Freitag, 4. Juni 2010

Habenichtse

Mail an Muecke, seit gestern Facebook-Freundin. "Habe heute die Sprache eines Ministerialbeamten. Das kann ja noch was werden. Demnächst mehr, wenn die Wörter nicht aus Karton sind." - Ich versuche es trotzdem mal. Katharina Hacker. Artikel  über sie auf WeltOnline. Homestory. Home ist Schöneberg, "jener Teil des alten, gemütlichen Westens, in dem die 43-Jährige seit mehr als einem halben Dutzend Jahren wohnt". Geht es auch einfacher? Umrechnung ins Dezimalsystem. Sehe ich die hier nicht schon viel länger als über 6 Jahre? - Große Frau. "Gertenschlank". Offener langer Mantel. Rauchen auf der Straße.

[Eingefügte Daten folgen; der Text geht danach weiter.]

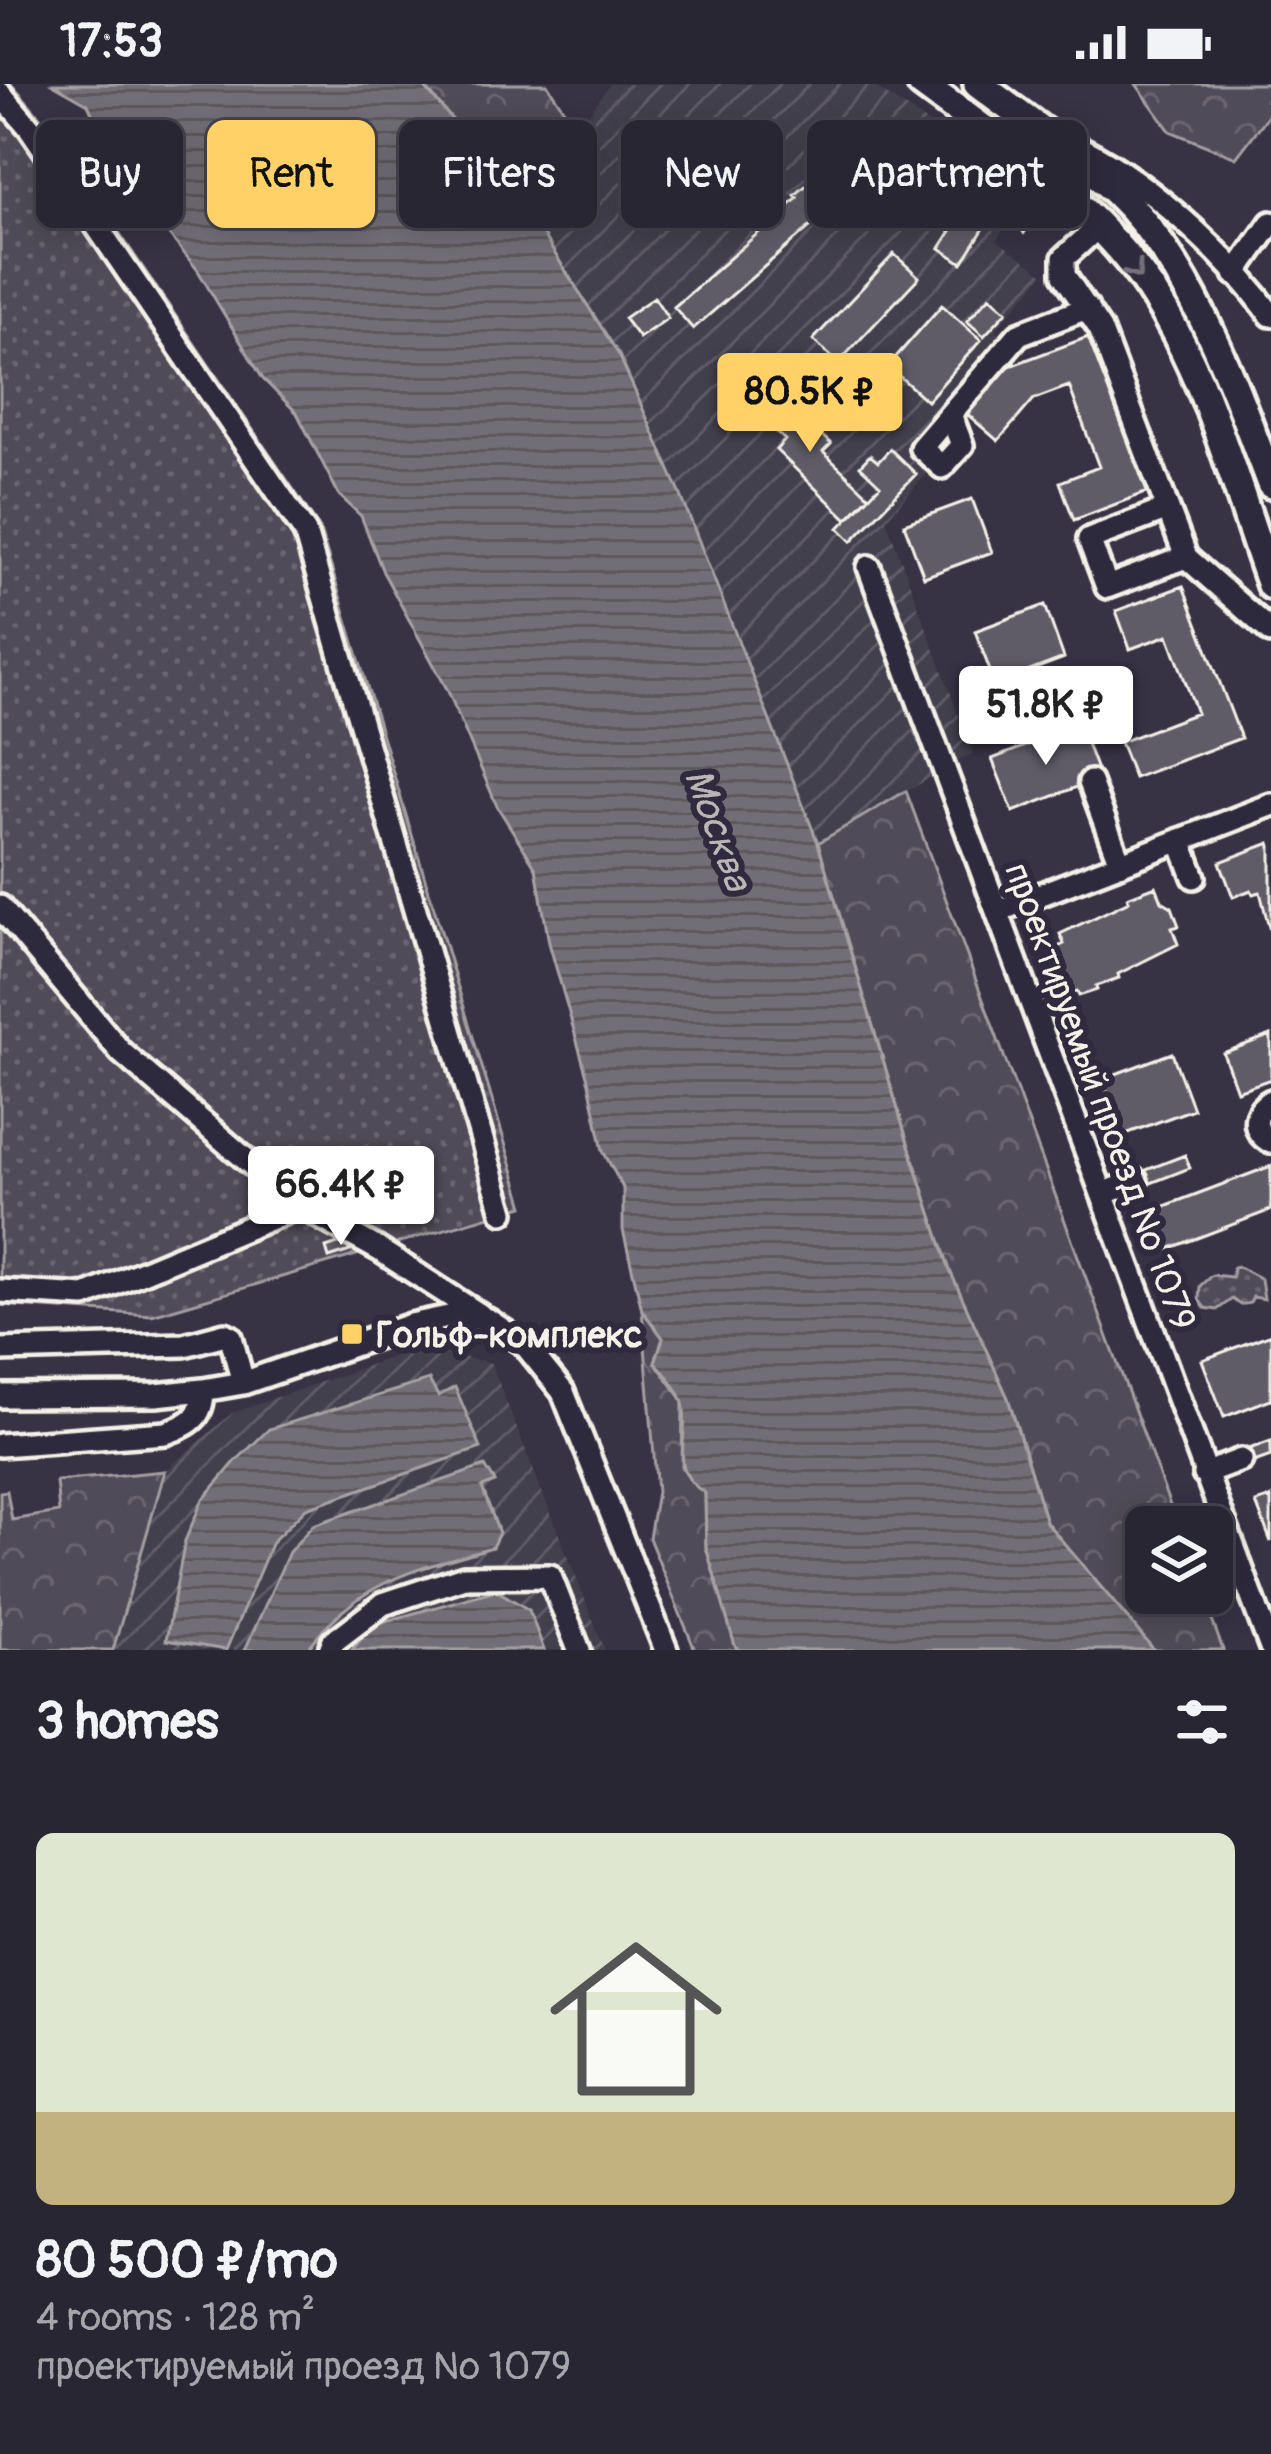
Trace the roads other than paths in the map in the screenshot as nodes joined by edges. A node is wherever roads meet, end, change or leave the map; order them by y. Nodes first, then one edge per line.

Begleiter. Das intensive Gespräch. Sie redet auf ihn ein. Anderer Eindruck: Schlichte dunkle Sportklamotten, Joggen im Volkspark, allein oder mit Begleiter - Die schreibt bestimmt, habe ich gedacht, als sie mir auffiel. Schriftstellerin oder Übersetzerin. 

2006 Deutscher Buchpreis für Katharina Hacker, Die Habenichtse. Habe ich gelesen. Leute in ihren Dreißigern, die in Mitte rum machenDer  Weg von Kreuzberg nach Schöneberg, den ich oft gehe. Wohnung in der Wartburgstraße! - Da habe ich die große gertenschlanke Frau paarmal gesehen. Ist sie Katharina Hacker? - Und in London hat sie auch gelebt? In Banker-Kreisen kennt sie sich aus? Erzählt in globalem Kontext? 9/11, Irak-Krieg. Die Gefühlsverwirrung ihrer Protagonistin, als sie dem Dealer-Proll Jim begegnet. So was denkt sie sich aus? - Bestätigung, dass ich richtig geraten habe, als Katharina Hacker mit Krach den Suhrkamp Verlag verlässt und in der FAZ darüber ein Artikel mit Foto erscheint. Neues Buch: Alix, Anton und die anderen. - Alix? 

Inzwischen sehe ich Frau Hacker mit zwei Kindern. Töchter. Beide in dick wattierten kurzen Anoraks. Leuchtend blau der eine, leuchtend gelb (oder war es rot?) der andere. Putzig aufgemachte kleine Mädchen. Aber wäre es nicht besser gewesen, sie in Mäntel zu packen bei der Eiseskälte des vergangenen Winters? - Jetzt fällt mir ein, die tragen noch Windeln, die Kinder, die sind schon warm eingepackt. Ästhetisch und praktisch denkende Mutter. 

Aus dem "Welt"-Artikel erfahre ich, dass die Mädchen Philippa und Anabel heißen und 4 und 2 sind, dass sie bei mir in der Straße in den Kinderladen Nusskasper gehen und dass es in Frau Hackers soeben erschienener Novelle (*) wieder so einen Bad Boy gibt wie in den Habenichtsen. Rüdiger. Das Vorbild zu ihm ist Frau Hacker in dem kleinen Park Wartburgstraße Ecke Gothaer Straße begegnet. "Ein Mann wie ein Messer", zitiert der Journalist die Autorin. "Halb noch im Kampfdress. Man könnte vor ihm Angst bekommen." - Die Frau Hacker, da hat sie es also mit gefährlichen Männern.

Habe mich immer gefragt, ob ich mit ihr mal ins Gespräch komme. Und worüber dann reden? - Vielleicht über das Wittgenstein-Zitat auf ihrer Website: "Halte Dich ungefähr hier auf!" Wittgenstein verstehe ich, aber das Zitat verstehe ich nicht. Oder nach neuestem Kenntnisstand lieber über Bad Boys reden? War nämlich auch mal einer. Gefühlsgangster. Der Höhepunkt war mit  28, 29, 30. Dann hat sich das dankbarste meiner Opfer um mich gekümmert und einen Menschen aus mir gemacht. Inzwischen kassiert das Leben bei mir Reparationen für die Missetaten. Aber keine Klagen, süße Tess. Wo wäre ich ohne Dich?

Ob sie das interessieren könnte, die Frau Hacker?  Das Bad-Boy-Thema in der Vorher/nachher-Variante. - Vorstellung: Statt einen Roman zu schreiben, zum Vorbild für einen Roman zu werden. Und dann Einfluss nehmen auf das Werk, es mitgestalten. Die sich souverän wähnende Autorin manipulieren. Wer zieht die Erzählfäden? Kampf darum. Selbst eine Geschichte schreiben, wie jemand einen Roman schreibt über mich. Die Autorin adaptiert mich, ich adaptiere sie. Und wer gewinnt, kriegt den Deutschen Buchpreis.